Data items:
· · · · · · ·
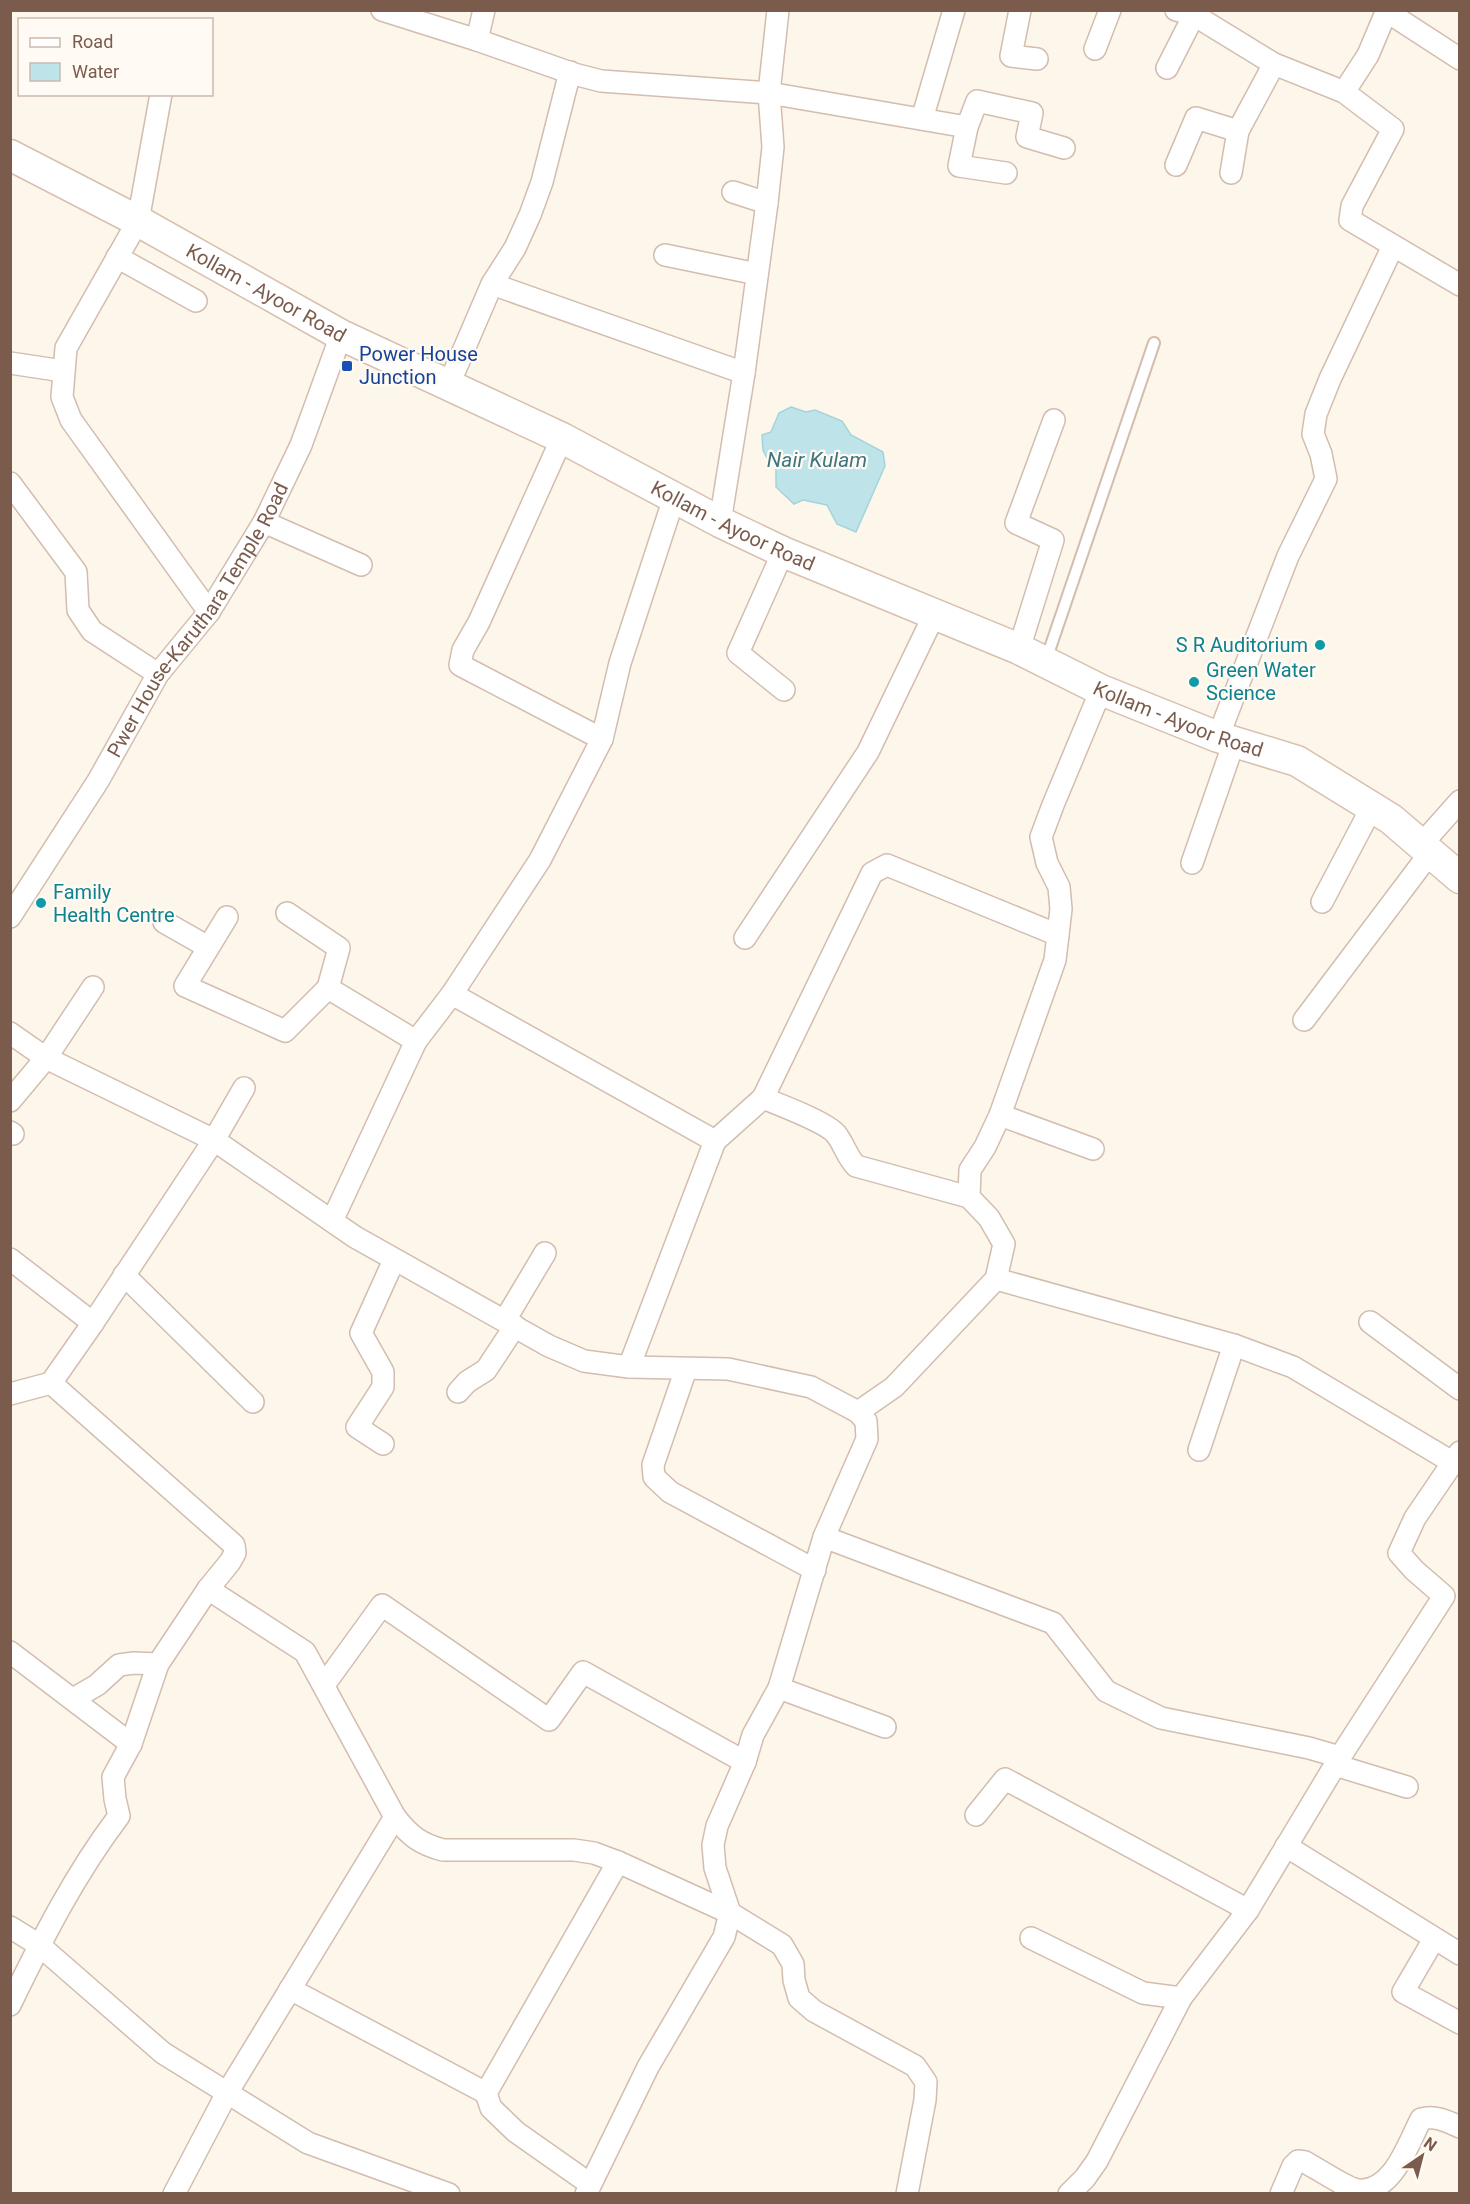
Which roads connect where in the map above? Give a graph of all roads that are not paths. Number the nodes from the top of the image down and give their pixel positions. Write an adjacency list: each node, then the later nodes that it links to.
1 (382, 10): 9 (street)
2 (484, 10): 9 (street)
3 (778, 10): 17 (street)
4 (954, 10): 19 (street)
5 (1020, 10): 11 (street)
6 (1110, 10): 10 (street)
7 (1387, 11): 12 (street); 16 (street)
8 (1185, 13): 13 (street); 14 (street)
9 (477, 40): 15 (street)
10 (1095, 49)
11 (1037, 59)
12 (1460, 59)
13 (1274, 63): 16 (street); 21 (street)
14 (1167, 68)
15 (570, 72): 17 (street); 34 (street)
16 (1344, 92): 30 (street)
17 (770, 93): 19 (street); 28 (street)
18 (161, 96): 29 (street)
19 (922, 119): 20 (street)
20 (967, 127): 22 (street); 25 (street)
21 (1238, 131): 24 (street); 26 (street)
22 (1064, 148)
23 (10, 155): 29 (main road, Kollam - Ayoor Road)
24 (1176, 165)
25 (1006, 173)
26 (1231, 173)
27 (733, 192): 28 (street)
28 (767, 203): 33 (street)
29 (138, 221): 32 (street); 37 (main road, Kollam - Ayoor Road)
30 (1393, 246): 35 (street); 58 (street)
31 (665, 255): 33 (street)
32 (117, 257): 36 (street); 40 (street)
33 (757, 274): 41 (street)
34 (492, 284): 41 (street); 42 (street)
35 (1460, 285)
36 (196, 301)
37 (340, 335): 42 (main road, Kollam - Ayoor Road); 47 (street, Pwer House-Karuthara Temple Road)
38 (1154, 343): 53 (lane)
39 (10, 363): 40 (street)
40 (63, 371): 51 (street)
41 (744, 373): 48 (street)
42 (449, 384): 44 (main road, Kollam - Ayoor Road)
43 (1054, 420): 53 (street)
44 (562, 438): 46 (main road, Kollam - Ayoor Road); 57 (street)
45 (10, 483): 54 (street)
46 (674, 498): 48 (main road, Kollam - Ayoor Road); 57 (street)
47 (264, 522): 50 (street); 51 (street, Pwer House-Karuthara Temple Road)
48 (720, 522): 49 (main road, Kollam - Ayoor Road)
49 (783, 552): 52 (main road, Kollam - Ayoor Road); 55 (street)
50 (361, 565)
51 (209, 612): 54 (street, Pwer House-Karuthara Temple Road)
52 (935, 613): 53 (main road, Kollam - Ayoor Road); 71 (street)
53 (1032, 656): 56 (main road, Kollam - Ayoor Road)
54 (158, 674): 64 (street, Pwer House-Karuthara Temple Road)
55 (784, 690)
56 (1101, 690): 58 (main road, Kollam - Ayoor Road); 70 (street)
57 (602, 739): 75 (street)
58 (1226, 740): 60 (main road, Kollam - Ayoor Road); 62 (street)
59 (1460, 801): 61 (street)
60 (1372, 807): 61 (main road, Kollam - Ayoor Road); 65 (street)
61 (1425, 849): 63 (main road, Kollam - Ayoor Road); 76 (street)
62 (1192, 863)
63 (1460, 878)
64 (19, 887): 67 (street, Pwer House-Karuthara Temple Road)
65 (1322, 902)
66 (287, 913): 74 (street)
67 (10, 917)
68 (227, 917): 72 (street)
69 (164, 922): 72 (street)
70 (1058, 935): 81 (street); 83 (street)
71 (745, 938)
72 (208, 947): 74 (street)
73 (93, 987): 79 (street)
74 (328, 988): 78 (street)
75 (453, 994): 78 (street); 85 (street)
76 (1304, 1020)
77 (10, 1033): 79 (street)
78 (416, 1041): 88 (street)
79 (46, 1058): 82 (street); 84 (street)
80 (244, 1088): 84 (street)
81 (764, 1098): 85 (street); 87 (street)
82 (10, 1101)
83 (1000, 1115): 86 (street); 87 (street)
84 (214, 1140): 88 (street); 92 (street)
85 (715, 1142): 98 (street)
86 (1093, 1149)
87 (969, 1197): 93 (street)
88 (332, 1221): 91 (street)
89 (545, 1253): 96 (street)
90 (10, 1259): 95 (street)
91 (393, 1260): 96 (street); 106 (street)
92 (124, 1275): 95 (street); 104 (street)
93 (996, 1279): 97 (street); 105 (street)
94 (1370, 1322): 101 (street)
95 (93, 1323): 100 (street)
96 (510, 1323): 98 (street); 102 (street)
97 (1234, 1345): 107 (street); 108 (street)
98 (629, 1367): 99 (street)
99 (686, 1369): 105 (street); 110 (street)
100 (51, 1383): 103 (street); 111 (street)
101 (1460, 1389)
102 (458, 1392)
103 (10, 1394)
104 (253, 1402)
105 (858, 1412): 109 (street)
106 (383, 1444)
107 (1199, 1450)
108 (1456, 1457): 112 (street)
109 (824, 1537): 110 (street); 120 (street)
110 (814, 1570): 116 (street)
111 (208, 1588): 114 (street); 115 (street)
112 (1452, 1598): 120 (street)
113 (10, 1652): 117 (street)
114 (158, 1664): 117 (street); 119 (street)
115 (324, 1685): 121 (street); 124 (street)
116 (779, 1688): 118 (street); 121 (street)
117 (73, 1700): 119 (street)
118 (885, 1727)
119 (131, 1744): 132 (street)
120 (1338, 1761): 122 (street); 125 (street)
121 (745, 1762): 128 (street)
122 (1407, 1787)
123 (976, 1815): 127 (street)
124 (395, 1817): 126 (street); 134 (street)
125 (1286, 1846): 127 (street); 131 (street)
126 (618, 1862): 128 (street); 139 (street)
127 (1248, 1910): 135 (street)
128 (730, 1913): 141 (street); 144 (street)
129 (10, 1927): 132 (street)
130 (1030, 1938): 135 (street)
131 (1434, 1940): 133 (street); 137 (street)
132 (39, 1945): 136 (street); 138 (street)
133 (1460, 1954)
134 (290, 1989): 138 (street); 139 (street)
135 (1180, 1998): 145 (street)
136 (10, 2005)
137 (1460, 2023)
138 (227, 2093): 142 (street); 143 (street)
139 (486, 2093): 141 (street)
140 (1460, 2127): 146 (street)
141 (588, 2189)
142 (174, 2193)
143 (449, 2193)
144 (907, 2193)
145 (1070, 2193)
146 (1281, 2193)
· · · · · · ·
Scan the entries above for the string "Karuthara" and copy each line that contains it.

EXERCISE RESPONSE:
37 (340, 335): 42 (main road, Kollam - Ayoor Road); 47 (street, Pwer House-Karuthara Temple Road)
47 (264, 522): 50 (street); 51 (street, Pwer House-Karuthara Temple Road)
51 (209, 612): 54 (street, Pwer House-Karuthara Temple Road)
54 (158, 674): 64 (street, Pwer House-Karuthara Temple Road)
64 (19, 887): 67 (street, Pwer House-Karuthara Temple Road)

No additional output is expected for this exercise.